10 May 2008, 15:13 | Comment [1]

Donald Philip Verene: Knowledge of Things Actual And Divine

I would feel a lot better about this book if it lost its subtitle. The full title is Knowledge of Things Actual And Divine: Vico's New Science and Finnegans Wake, but this book is an exegesis on Vico with some Joycean flavoring. To the best of my knowledge, an extensive investigation into Vico's presence in Finnegans Wake and its parallels with Vico's philosophy has yet to be written. (Atherton's book is the best treatment I know of. Campbell and Robinson give it a go but their analysis is tenuous.) Indeed, Verene complains that Joyce scholars know little of Vico. Since I know little of Vico, I thought I would apply what I learned from the book to the Wake. As for Vico himself, Verene only strengthens my conviction that Vico was an esoteric genius far ahead of his time, and had he been German, he would have stolen a good deal of thunder from Hegel. And I have great respect for the historicist thinkers that followed and paid tribute to him last century: Croce, Cassirer, Collingwood, and so on.

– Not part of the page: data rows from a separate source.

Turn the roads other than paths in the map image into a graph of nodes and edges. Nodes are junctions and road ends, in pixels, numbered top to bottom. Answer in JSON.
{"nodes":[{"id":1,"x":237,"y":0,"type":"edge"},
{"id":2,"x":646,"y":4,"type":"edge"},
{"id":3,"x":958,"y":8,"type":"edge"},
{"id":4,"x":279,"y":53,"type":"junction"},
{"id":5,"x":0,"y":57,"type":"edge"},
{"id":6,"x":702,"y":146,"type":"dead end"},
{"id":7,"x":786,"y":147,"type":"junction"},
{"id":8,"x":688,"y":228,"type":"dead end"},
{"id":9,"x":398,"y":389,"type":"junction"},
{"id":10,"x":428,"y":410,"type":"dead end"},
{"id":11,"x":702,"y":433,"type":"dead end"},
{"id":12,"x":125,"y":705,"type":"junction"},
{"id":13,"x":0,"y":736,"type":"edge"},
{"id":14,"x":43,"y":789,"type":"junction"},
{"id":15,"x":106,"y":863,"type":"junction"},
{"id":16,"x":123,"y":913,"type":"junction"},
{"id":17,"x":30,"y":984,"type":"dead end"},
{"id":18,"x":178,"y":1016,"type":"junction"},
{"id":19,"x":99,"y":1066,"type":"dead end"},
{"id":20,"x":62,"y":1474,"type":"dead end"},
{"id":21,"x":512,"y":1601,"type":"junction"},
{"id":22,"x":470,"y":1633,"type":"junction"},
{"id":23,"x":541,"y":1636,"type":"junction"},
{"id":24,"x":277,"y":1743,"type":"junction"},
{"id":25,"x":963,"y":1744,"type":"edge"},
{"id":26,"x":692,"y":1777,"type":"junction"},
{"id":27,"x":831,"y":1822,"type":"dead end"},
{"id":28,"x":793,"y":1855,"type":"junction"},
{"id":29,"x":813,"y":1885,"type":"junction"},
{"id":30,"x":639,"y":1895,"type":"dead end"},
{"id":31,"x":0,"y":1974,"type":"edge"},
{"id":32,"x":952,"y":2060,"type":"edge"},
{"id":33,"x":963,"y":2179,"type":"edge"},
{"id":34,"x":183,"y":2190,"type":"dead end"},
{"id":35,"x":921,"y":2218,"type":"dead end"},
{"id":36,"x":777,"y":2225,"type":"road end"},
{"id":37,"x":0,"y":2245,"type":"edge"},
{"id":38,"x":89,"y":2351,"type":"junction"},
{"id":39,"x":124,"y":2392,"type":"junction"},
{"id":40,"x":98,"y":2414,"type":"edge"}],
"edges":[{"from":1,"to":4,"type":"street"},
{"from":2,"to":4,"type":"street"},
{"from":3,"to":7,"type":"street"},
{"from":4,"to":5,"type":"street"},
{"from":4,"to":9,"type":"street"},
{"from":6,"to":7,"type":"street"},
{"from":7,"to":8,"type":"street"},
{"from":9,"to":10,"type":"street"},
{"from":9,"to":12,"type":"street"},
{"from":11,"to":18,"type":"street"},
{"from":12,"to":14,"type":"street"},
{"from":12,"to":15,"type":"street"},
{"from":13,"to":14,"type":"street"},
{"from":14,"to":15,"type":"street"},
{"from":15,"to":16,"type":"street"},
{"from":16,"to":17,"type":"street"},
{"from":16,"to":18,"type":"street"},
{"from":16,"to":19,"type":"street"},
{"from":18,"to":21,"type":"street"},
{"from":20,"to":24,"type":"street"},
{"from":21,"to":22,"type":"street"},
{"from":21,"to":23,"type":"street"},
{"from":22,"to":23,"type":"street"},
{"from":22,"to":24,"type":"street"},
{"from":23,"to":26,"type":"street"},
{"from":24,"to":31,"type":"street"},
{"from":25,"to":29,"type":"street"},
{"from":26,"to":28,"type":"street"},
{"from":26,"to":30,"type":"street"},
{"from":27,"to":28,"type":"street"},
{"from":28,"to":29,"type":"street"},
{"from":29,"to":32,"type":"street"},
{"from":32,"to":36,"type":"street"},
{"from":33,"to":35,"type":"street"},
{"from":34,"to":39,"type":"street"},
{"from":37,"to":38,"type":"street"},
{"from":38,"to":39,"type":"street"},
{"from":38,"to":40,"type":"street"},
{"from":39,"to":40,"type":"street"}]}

Verene does make some observations on the Wake, but these fall prey to the problems of making any decisive interpretation of Finnegans Wake. Early on he says, "Vico is the protagonist of Finnegans Wake. He is Earwicker." The problem is not so much that this statement is wrong is that it is incomplete. Verene marshals many textual references conflating Vico with male archetype HCE, but Vico is no more the protagonist than Adam, Humpty Dumpty, Dublin, Finn MacCool, or some Irish pub owner. Verene analyzes Vico's life in terms of a series of "falls," and here he is on solid ground in equating Vico's clap of thunder with the thunderwords of the fall that occur periodically in the Wake, but the problem is that the Wake always outsizes any interpretation because there is always such a huge remainder, and so declaring Vico the protagonist is ultimately, I think, wrongheaded. And I take issue with Verene's claim that "Shem, like a forger, moves around a lot, but Shaun, like a post, occupies set positions and talks of past and future." While Shem is a more slippery character than Shaun, it is Shaun who sets out on the quest in the third book of the Wake, and it is he who is the deliverer of ALP's letter which Shem has transcribed. Again, it is not so much that such claims are wrong as much as that they need far more elaboration. So it's best to see the book as using Joyce as a tool to conceptualize Vico's life and work.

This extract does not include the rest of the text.